Records to process section start

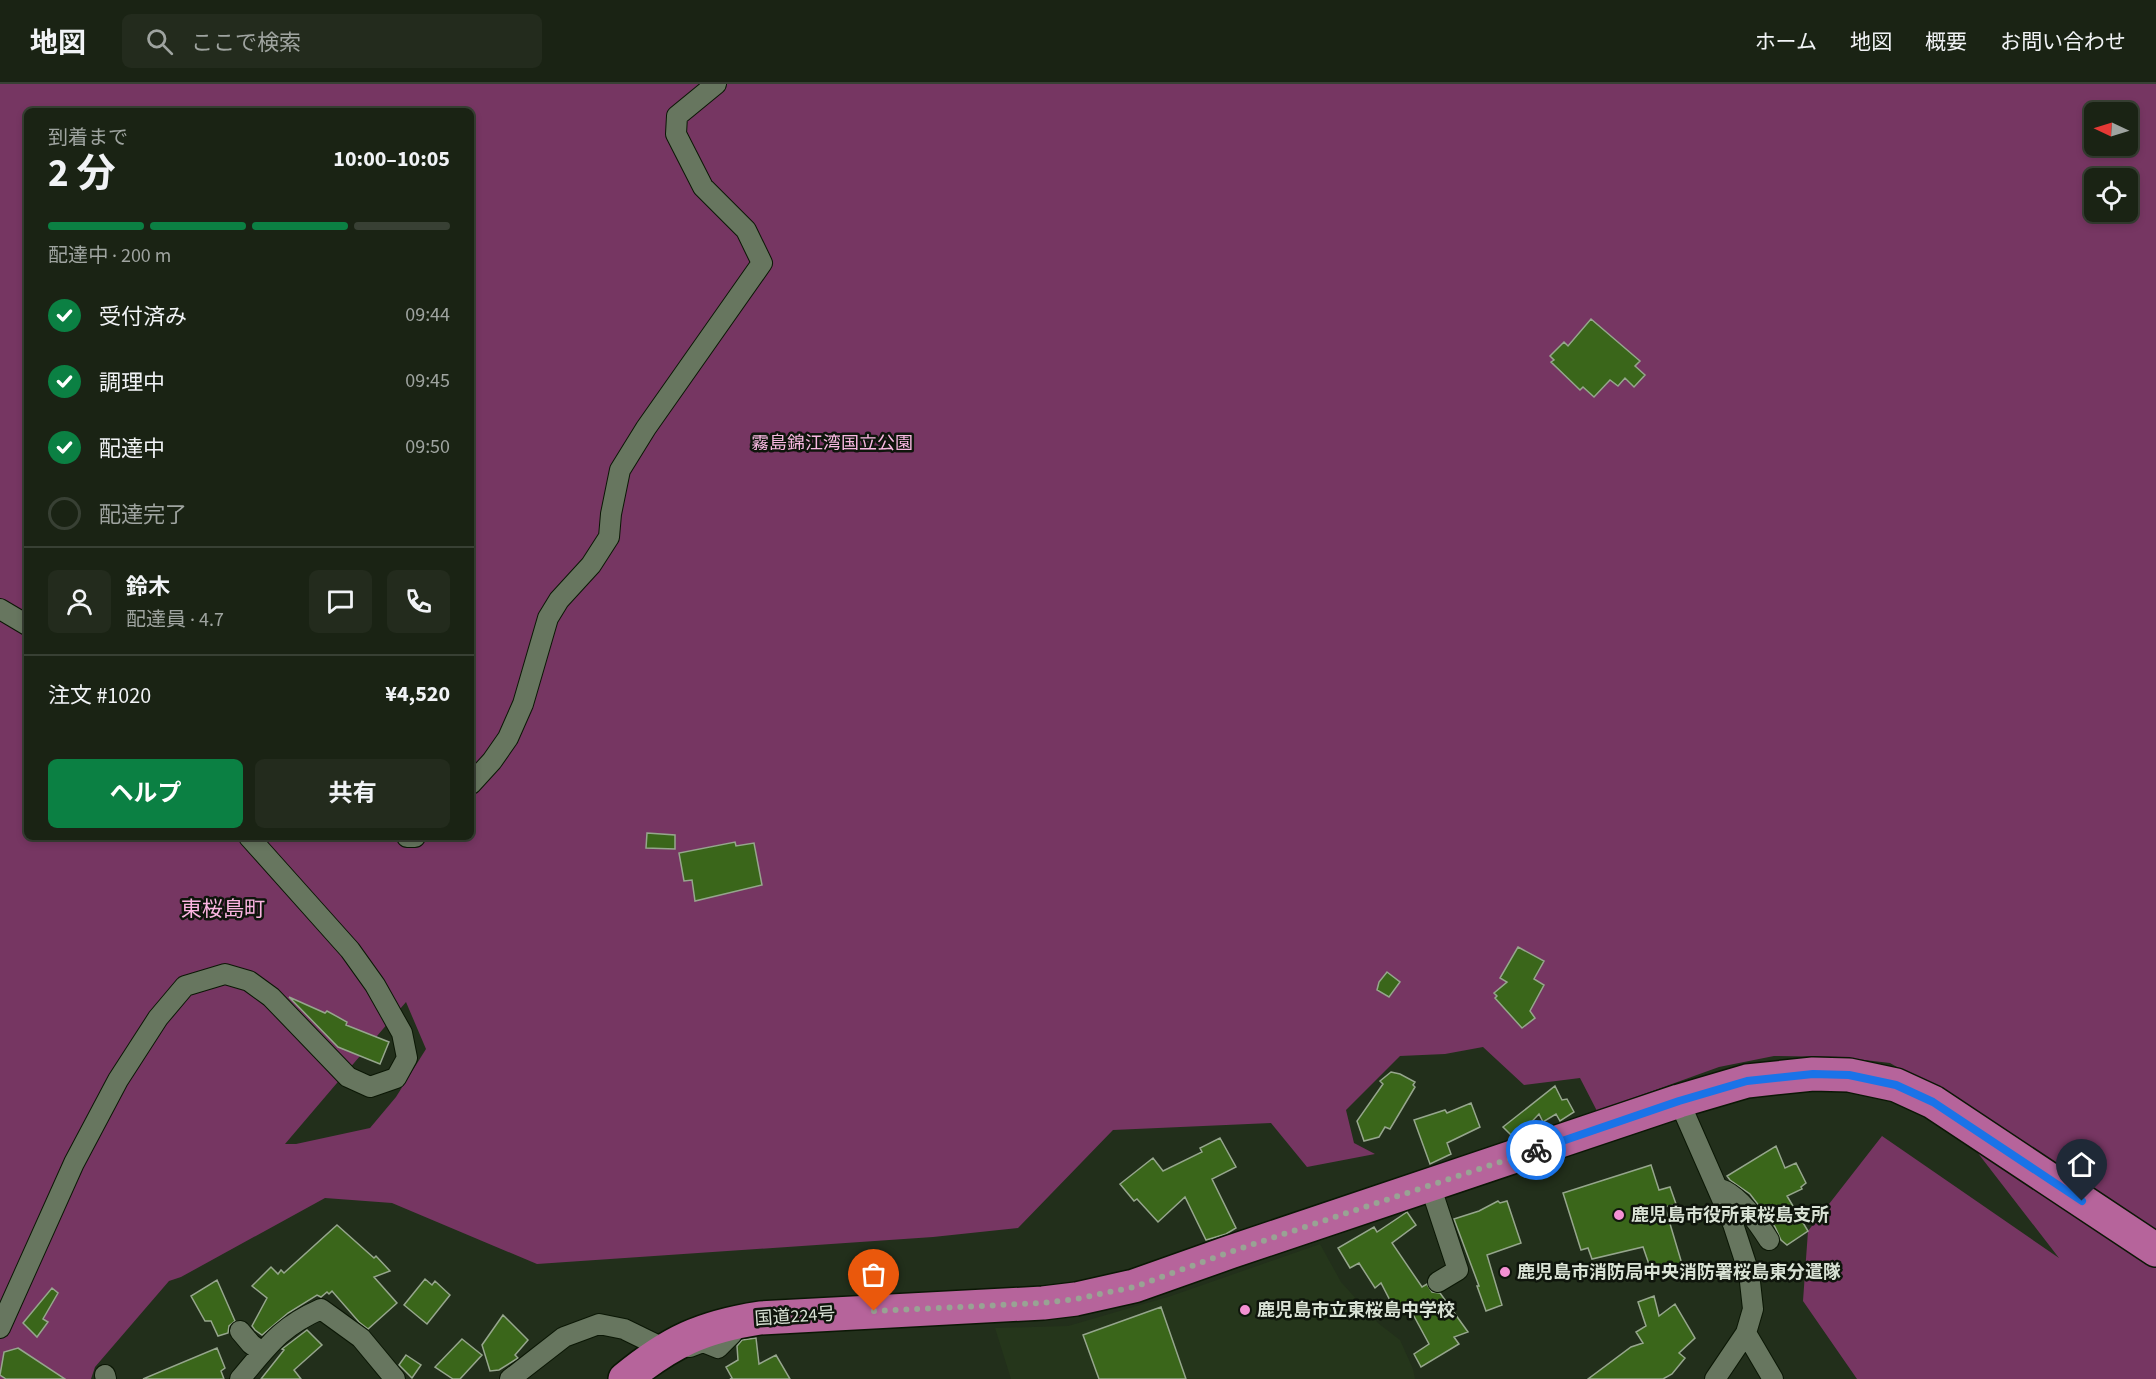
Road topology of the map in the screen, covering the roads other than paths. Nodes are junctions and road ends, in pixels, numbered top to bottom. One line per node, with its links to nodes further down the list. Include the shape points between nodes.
1 (716, 84): 4 (street, via 677,116 676,134 703,187 746,230 762,262 620,470 609,537 548,618 523,704 508,738)
2 (0, 609): 3 (street)
3 (24, 623)
4 (474, 780)
5 (260, 841): 12 (street, via 375,984 402,1033 407,1058 396,1078 370,1087 348,1077 271,997 249,981 225,974 185,986 158,1018 118,1080 74,1163)
6 (1679, 1101): 7 (highway, 国道224号); 8 (street); 10 (highway, 国道224号, via 1747,1081 1813,1074 1849,1075 1896,1085 1933,1102)
7 (1430, 1185): 11 (street, via 1458,1270); 17 (highway, 国道224号, via 1134,1287 1076,1299 727,1323 701,1331)
8 (1718, 1188): 9 (street, via 1756,1220); 14 (street, via 1749,1273 1753,1309)
9 (1769, 1239)
10 (2156, 1250)
11 (1438, 1282)
12 (0, 1328)
13 (240, 1331): 16 (street)
14 (1746, 1333): 21 (street); 22 (street)
15 (729, 1345): 17 (street, via 703,1342 667,1364)
16 (262, 1352): 18 (street); 19 (street, via 297,1320 321,1309 361,1338)
17 (645, 1363): 20 (street, via 624,1329 599,1324 564,1337)
18 (240, 1379)
19 (395, 1379)
20 (510, 1379)
21 (1715, 1379)
22 (1773, 1379)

Records to process section end

--- Work instruction ---
Return each record above as it stands. Pictures stay out.

--- Output of the exercise ---
Road topology of the map in the screen, covering the roads other than paths. Nodes are junctions and road ends, in pixels, numbered top to bottom. One line per node, with its links to nodes further down the list. Include the shape points between nodes.
1 (716, 84): 4 (street, via 677,116 676,134 703,187 746,230 762,262 620,470 609,537 548,618 523,704 508,738)
2 (0, 609): 3 (street)
3 (24, 623)
4 (474, 780)
5 (260, 841): 12 (street, via 375,984 402,1033 407,1058 396,1078 370,1087 348,1077 271,997 249,981 225,974 185,986 158,1018 118,1080 74,1163)
6 (1679, 1101): 7 (highway, 国道224号); 8 (street); 10 (highway, 国道224号, via 1747,1081 1813,1074 1849,1075 1896,1085 1933,1102)
7 (1430, 1185): 11 (street, via 1458,1270); 17 (highway, 国道224号, via 1134,1287 1076,1299 727,1323 701,1331)
8 (1718, 1188): 9 (street, via 1756,1220); 14 (street, via 1749,1273 1753,1309)
9 (1769, 1239)
10 (2156, 1250)
11 (1438, 1282)
12 (0, 1328)
13 (240, 1331): 16 (street)
14 (1746, 1333): 21 (street); 22 (street)
15 (729, 1345): 17 (street, via 703,1342 667,1364)
16 (262, 1352): 18 (street); 19 (street, via 297,1320 321,1309 361,1338)
17 (645, 1363): 20 (street, via 624,1329 599,1324 564,1337)
18 (240, 1379)
19 (395, 1379)
20 (510, 1379)
21 (1715, 1379)
22 (1773, 1379)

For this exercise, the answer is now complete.